By Zhong Sheng
Washington recently betrayed its public promises, imposing unreasonable visa restriction on Chinese students and researchers.
To force the implementation of the policy that has been widely criticized by Americans, the White House groundlessly accused Chinese students and researchers, relating them with technology theft, spying, and security risks.
Such a practice is purely political persecution and racial discrimination, and seriously violates the legitimate rights and interests of the Chinese students and researchers in the U.S., placing extremely negative impacts on the normal people-to-people and cultural exchanges between China and the U.S.

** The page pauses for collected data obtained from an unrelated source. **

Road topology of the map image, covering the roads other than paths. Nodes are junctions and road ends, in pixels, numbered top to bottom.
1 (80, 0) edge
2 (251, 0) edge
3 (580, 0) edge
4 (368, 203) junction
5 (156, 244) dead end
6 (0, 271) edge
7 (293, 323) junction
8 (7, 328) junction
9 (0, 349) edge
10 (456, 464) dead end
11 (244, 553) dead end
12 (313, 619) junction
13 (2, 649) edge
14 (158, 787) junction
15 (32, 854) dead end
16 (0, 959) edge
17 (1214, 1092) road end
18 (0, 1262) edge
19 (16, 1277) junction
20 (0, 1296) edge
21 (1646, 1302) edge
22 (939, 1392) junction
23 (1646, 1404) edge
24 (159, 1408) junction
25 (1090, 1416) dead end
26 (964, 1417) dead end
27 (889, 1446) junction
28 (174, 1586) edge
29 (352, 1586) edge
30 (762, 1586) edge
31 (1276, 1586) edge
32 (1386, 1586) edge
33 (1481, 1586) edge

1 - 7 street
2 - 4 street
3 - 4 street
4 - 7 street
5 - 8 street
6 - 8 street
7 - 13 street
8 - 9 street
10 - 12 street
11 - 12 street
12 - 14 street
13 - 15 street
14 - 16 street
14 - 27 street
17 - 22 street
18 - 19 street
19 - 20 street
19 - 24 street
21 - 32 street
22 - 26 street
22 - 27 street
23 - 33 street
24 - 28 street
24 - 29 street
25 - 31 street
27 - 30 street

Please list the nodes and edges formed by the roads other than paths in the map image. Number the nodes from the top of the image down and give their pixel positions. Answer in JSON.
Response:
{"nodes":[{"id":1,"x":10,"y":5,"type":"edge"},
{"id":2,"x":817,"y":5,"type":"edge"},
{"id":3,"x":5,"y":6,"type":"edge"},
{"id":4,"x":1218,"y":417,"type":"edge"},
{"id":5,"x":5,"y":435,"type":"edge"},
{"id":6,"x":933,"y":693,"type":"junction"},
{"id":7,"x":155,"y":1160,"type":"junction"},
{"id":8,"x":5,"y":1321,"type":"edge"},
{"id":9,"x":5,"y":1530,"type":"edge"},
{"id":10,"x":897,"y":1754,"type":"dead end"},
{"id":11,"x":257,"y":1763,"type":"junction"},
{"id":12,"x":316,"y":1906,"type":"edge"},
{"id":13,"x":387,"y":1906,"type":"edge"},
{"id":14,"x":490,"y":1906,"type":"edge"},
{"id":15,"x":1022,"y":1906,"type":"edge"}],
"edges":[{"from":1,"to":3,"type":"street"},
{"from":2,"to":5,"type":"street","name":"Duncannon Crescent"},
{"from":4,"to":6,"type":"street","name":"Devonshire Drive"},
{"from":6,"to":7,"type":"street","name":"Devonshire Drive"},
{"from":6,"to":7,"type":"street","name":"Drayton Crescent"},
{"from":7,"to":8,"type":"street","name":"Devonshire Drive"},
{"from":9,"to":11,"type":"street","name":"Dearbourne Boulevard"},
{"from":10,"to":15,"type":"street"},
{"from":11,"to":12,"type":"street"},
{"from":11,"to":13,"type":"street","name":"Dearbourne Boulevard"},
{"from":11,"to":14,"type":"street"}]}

The White House’s lies to stigmatize Chinese students and researchers are absurd. Officials acknowledged there was no direct evidence that pointed to wrongdoing by the students who are about to lose their visas, wrote the New York Times in a report. American universities, the most straightforward critics of U.S. practices, also expressed their dissatisfaction. “I don’t even understand the term ‘academic espionage,’” said Mark C. Elliott, Harvard’s Vice Provost for International Affairs. He said for academics the goal is to publish what they have learned, and it’s to share. Lee C. Bollinger, president of Columbia University remarked that “Academic research is intended to be shared — released into the public domain to advance human progress.” He opposes the U.S. law enforcement and intelligence agencies to develop more robust protocols for monitoring foreign-born students and visiting scholars — particularly if they are ethnically Chinese.
People-to-people and cultural exchanges between China and the U.S., including their educational cooperation in the past four decades, have received wide support from the two sides, serving as an important pillar for their bilateral relations.
In late 1970s, former U.S. President Jimmy Carter once told China to send 100,000 students to his country. Since then bilateral educational cooperation set sail and constantly injected vitality and energy into the general relationship between the two countries.
At present, there are over 400,000 Chinese students studying in the U.S., and China has been the largest source of international students in the U.S. for years. The fundamental reason for such achievements is that Chinese-U.S. educational cooperation conforms to the common demand of the two countries, as well as the trend of the time of openness and cooperation.
However, to welcome the Chinese students is only a lip service paid by Washington as it constantly makes troubles for China-U.S. educational exchanges. It limited the length of visas to one year for Chinese graduate students working in fields deemed “sensitive”, and frequently set obstacles for Chinese students and researchers in visa application. This time, China-U.S. educational cooperation was once again deteriorated by the visa restriction imposed by the White House.
As the U.S. becomes more sensitive, its “national security” is gradually incorporating everything. It seems like the country is trying to isolate itself with the world. Does the U.S., the world’s only superpower, think it’s fragile?
Some American politicians are obsessed with Cold War mentality and zero-sum game, paving road for their anti-China policies with frequent lies. What they did has triggered broad concerns in the U.S. society. Some insightful people noted that confrontation and mutual consumption would only damage the U.S. interests. U.S. universities also made voice immediately after the visa restriction policy was unveiled, stressing the move would result in multiple impacts on science and technology development, campus culture and universities’ economic performance.
By stigmatizing Chinese students and researchers, the U.S. politicians are indeed fanning up the so-called external threat so that they can act tougher in diplomacy and seek political gains. Recently, legal and civil rights organization Asian Americans Advancing Justice denounced the U.S. ban on Chinese students from studying science, technology, engineering and mathematics in America, saying this move is rooted in the same racism and xenophobia that led to the expulsion of countless Chinese Americans and immigrants under the Chinese Exclusion Act of 1882.
Learning alone without exchanges with others will lead to ignorance. The “decoupling” advocated by certain U.S. politicians, as well as the new “Cold War” they plan to launch against China, completely go against the trend of time.
The “handshake across the Pacific” by former U.S. President Richard Nixon started a journey that benefited not only Chinese and Americans, but also the people from the world. The close relationship between the two countries nowadays conforms to the common aspiration and interests of the two peoples.
Washington should immediately correct its wrongdoing, abandon Cold War mentality and ideological prejudices, and stop its groundless restriction and unreasonable persecution on Chinese students and researchers.
No one is able to reverse the trend of history. Facilitating friendly exchange between the two peoples is in line with the will of the people and the trend of time.
(Zhong Sheng is a pen name often used by People’s Daily to express its views on foreign policy.)